-------- Extracted information

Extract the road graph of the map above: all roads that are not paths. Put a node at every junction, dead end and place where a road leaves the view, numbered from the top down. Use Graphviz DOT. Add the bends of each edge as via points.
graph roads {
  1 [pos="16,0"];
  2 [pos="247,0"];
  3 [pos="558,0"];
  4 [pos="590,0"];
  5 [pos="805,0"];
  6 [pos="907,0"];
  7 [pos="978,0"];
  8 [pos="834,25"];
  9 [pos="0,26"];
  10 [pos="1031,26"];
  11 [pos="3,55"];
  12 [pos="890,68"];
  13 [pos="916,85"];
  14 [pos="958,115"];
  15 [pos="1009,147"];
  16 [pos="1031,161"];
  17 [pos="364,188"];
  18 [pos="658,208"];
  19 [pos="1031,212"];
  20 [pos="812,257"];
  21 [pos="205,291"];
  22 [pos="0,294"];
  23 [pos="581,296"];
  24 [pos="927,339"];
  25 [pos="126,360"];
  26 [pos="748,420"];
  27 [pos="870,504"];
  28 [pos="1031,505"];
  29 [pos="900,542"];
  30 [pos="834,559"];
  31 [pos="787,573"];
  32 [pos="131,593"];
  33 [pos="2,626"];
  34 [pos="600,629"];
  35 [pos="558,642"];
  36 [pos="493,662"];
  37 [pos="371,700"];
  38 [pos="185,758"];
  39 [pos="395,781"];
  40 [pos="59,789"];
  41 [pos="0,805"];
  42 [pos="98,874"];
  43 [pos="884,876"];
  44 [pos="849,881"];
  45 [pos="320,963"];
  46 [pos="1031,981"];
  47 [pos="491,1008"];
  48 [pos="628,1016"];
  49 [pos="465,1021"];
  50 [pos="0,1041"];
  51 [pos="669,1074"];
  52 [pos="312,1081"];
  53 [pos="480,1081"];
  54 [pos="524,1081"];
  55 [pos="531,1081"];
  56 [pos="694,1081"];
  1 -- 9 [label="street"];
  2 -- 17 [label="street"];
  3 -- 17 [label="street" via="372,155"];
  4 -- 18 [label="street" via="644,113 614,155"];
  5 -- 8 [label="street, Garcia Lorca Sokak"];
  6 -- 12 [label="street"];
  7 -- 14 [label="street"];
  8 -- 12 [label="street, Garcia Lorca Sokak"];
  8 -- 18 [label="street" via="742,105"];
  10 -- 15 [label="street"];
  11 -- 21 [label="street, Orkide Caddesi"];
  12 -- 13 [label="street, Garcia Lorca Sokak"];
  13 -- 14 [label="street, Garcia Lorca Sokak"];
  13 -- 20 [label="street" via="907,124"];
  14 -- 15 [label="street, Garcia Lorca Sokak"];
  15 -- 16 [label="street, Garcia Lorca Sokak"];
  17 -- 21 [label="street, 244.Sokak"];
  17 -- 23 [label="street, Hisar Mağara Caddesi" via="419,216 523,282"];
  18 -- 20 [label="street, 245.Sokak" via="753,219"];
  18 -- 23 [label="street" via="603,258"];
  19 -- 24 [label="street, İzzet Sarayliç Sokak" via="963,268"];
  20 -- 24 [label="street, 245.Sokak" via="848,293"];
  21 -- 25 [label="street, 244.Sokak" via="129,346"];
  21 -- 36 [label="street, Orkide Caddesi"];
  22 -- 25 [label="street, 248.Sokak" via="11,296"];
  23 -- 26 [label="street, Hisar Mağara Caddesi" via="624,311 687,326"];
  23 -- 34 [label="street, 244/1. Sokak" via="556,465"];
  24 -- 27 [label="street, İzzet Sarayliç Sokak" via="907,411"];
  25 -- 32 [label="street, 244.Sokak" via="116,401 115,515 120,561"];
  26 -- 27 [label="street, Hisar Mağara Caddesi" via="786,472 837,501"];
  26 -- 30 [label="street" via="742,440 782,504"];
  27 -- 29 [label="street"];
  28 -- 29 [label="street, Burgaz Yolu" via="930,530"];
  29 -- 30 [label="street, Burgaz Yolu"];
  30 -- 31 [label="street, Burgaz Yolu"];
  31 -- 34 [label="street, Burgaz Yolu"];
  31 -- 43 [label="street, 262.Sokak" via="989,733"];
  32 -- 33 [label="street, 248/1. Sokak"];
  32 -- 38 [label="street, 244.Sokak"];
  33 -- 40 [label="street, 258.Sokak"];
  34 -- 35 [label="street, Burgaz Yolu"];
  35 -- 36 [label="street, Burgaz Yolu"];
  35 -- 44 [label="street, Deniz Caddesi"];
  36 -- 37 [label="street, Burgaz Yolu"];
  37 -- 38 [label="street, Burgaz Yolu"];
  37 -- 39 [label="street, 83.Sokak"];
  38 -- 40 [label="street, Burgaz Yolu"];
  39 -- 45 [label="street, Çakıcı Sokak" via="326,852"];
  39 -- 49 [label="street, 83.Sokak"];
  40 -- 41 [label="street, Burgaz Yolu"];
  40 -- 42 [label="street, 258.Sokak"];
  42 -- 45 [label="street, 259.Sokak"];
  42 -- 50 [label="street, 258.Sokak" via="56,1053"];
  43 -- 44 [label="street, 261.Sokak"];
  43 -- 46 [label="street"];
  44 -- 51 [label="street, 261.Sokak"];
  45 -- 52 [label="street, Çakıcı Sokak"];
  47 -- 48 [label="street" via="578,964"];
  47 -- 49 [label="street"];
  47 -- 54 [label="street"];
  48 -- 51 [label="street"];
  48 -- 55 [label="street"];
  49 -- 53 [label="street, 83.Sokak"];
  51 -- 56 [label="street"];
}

----------------

▶ [Task details]:
All entries must be repeated verbatim.

▶ [Problem solution]:
Extract the road graph of the map above: all roads that are not paths. Put a node at every junction, dead end and place where a road leaves the view, numbered from the top down. Use Graphviz DOT. Add the bends of each edge as via points.
graph roads {
  1 [pos="16,0"];
  2 [pos="247,0"];
  3 [pos="558,0"];
  4 [pos="590,0"];
  5 [pos="805,0"];
  6 [pos="907,0"];
  7 [pos="978,0"];
  8 [pos="834,25"];
  9 [pos="0,26"];
  10 [pos="1031,26"];
  11 [pos="3,55"];
  12 [pos="890,68"];
  13 [pos="916,85"];
  14 [pos="958,115"];
  15 [pos="1009,147"];
  16 [pos="1031,161"];
  17 [pos="364,188"];
  18 [pos="658,208"];
  19 [pos="1031,212"];
  20 [pos="812,257"];
  21 [pos="205,291"];
  22 [pos="0,294"];
  23 [pos="581,296"];
  24 [pos="927,339"];
  25 [pos="126,360"];
  26 [pos="748,420"];
  27 [pos="870,504"];
  28 [pos="1031,505"];
  29 [pos="900,542"];
  30 [pos="834,559"];
  31 [pos="787,573"];
  32 [pos="131,593"];
  33 [pos="2,626"];
  34 [pos="600,629"];
  35 [pos="558,642"];
  36 [pos="493,662"];
  37 [pos="371,700"];
  38 [pos="185,758"];
  39 [pos="395,781"];
  40 [pos="59,789"];
  41 [pos="0,805"];
  42 [pos="98,874"];
  43 [pos="884,876"];
  44 [pos="849,881"];
  45 [pos="320,963"];
  46 [pos="1031,981"];
  47 [pos="491,1008"];
  48 [pos="628,1016"];
  49 [pos="465,1021"];
  50 [pos="0,1041"];
  51 [pos="669,1074"];
  52 [pos="312,1081"];
  53 [pos="480,1081"];
  54 [pos="524,1081"];
  55 [pos="531,1081"];
  56 [pos="694,1081"];
  1 -- 9 [label="street"];
  2 -- 17 [label="street"];
  3 -- 17 [label="street" via="372,155"];
  4 -- 18 [label="street" via="644,113 614,155"];
  5 -- 8 [label="street, Garcia Lorca Sokak"];
  6 -- 12 [label="street"];
  7 -- 14 [label="street"];
  8 -- 12 [label="street, Garcia Lorca Sokak"];
  8 -- 18 [label="street" via="742,105"];
  10 -- 15 [label="street"];
  11 -- 21 [label="street, Orkide Caddesi"];
  12 -- 13 [label="street, Garcia Lorca Sokak"];
  13 -- 14 [label="street, Garcia Lorca Sokak"];
  13 -- 20 [label="street" via="907,124"];
  14 -- 15 [label="street, Garcia Lorca Sokak"];
  15 -- 16 [label="street, Garcia Lorca Sokak"];
  17 -- 21 [label="street, 244.Sokak"];
  17 -- 23 [label="street, Hisar Mağara Caddesi" via="419,216 523,282"];
  18 -- 20 [label="street, 245.Sokak" via="753,219"];
  18 -- 23 [label="street" via="603,258"];
  19 -- 24 [label="street, İzzet Sarayliç Sokak" via="963,268"];
  20 -- 24 [label="street, 245.Sokak" via="848,293"];
  21 -- 25 [label="street, 244.Sokak" via="129,346"];
  21 -- 36 [label="street, Orkide Caddesi"];
  22 -- 25 [label="street, 248.Sokak" via="11,296"];
  23 -- 26 [label="street, Hisar Mağara Caddesi" via="624,311 687,326"];
  23 -- 34 [label="street, 244/1. Sokak" via="556,465"];
  24 -- 27 [label="street, İzzet Sarayliç Sokak" via="907,411"];
  25 -- 32 [label="street, 244.Sokak" via="116,401 115,515 120,561"];
  26 -- 27 [label="street, Hisar Mağara Caddesi" via="786,472 837,501"];
  26 -- 30 [label="street" via="742,440 782,504"];
  27 -- 29 [label="street"];
  28 -- 29 [label="street, Burgaz Yolu" via="930,530"];
  29 -- 30 [label="street, Burgaz Yolu"];
  30 -- 31 [label="street, Burgaz Yolu"];
  31 -- 34 [label="street, Burgaz Yolu"];
  31 -- 43 [label="street, 262.Sokak" via="989,733"];
  32 -- 33 [label="street, 248/1. Sokak"];
  32 -- 38 [label="street, 244.Sokak"];
  33 -- 40 [label="street, 258.Sokak"];
  34 -- 35 [label="street, Burgaz Yolu"];
  35 -- 36 [label="street, Burgaz Yolu"];
  35 -- 44 [label="street, Deniz Caddesi"];
  36 -- 37 [label="street, Burgaz Yolu"];
  37 -- 38 [label="street, Burgaz Yolu"];
  37 -- 39 [label="street, 83.Sokak"];
  38 -- 40 [label="street, Burgaz Yolu"];
  39 -- 45 [label="street, Çakıcı Sokak" via="326,852"];
  39 -- 49 [label="street, 83.Sokak"];
  40 -- 41 [label="street, Burgaz Yolu"];
  40 -- 42 [label="street, 258.Sokak"];
  42 -- 45 [label="street, 259.Sokak"];
  42 -- 50 [label="street, 258.Sokak" via="56,1053"];
  43 -- 44 [label="street, 261.Sokak"];
  43 -- 46 [label="street"];
  44 -- 51 [label="street, 261.Sokak"];
  45 -- 52 [label="street, Çakıcı Sokak"];
  47 -- 48 [label="street" via="578,964"];
  47 -- 49 [label="street"];
  47 -- 54 [label="street"];
  48 -- 51 [label="street"];
  48 -- 55 [label="street"];
  49 -- 53 [label="street, 83.Sokak"];
  51 -- 56 [label="street"];
}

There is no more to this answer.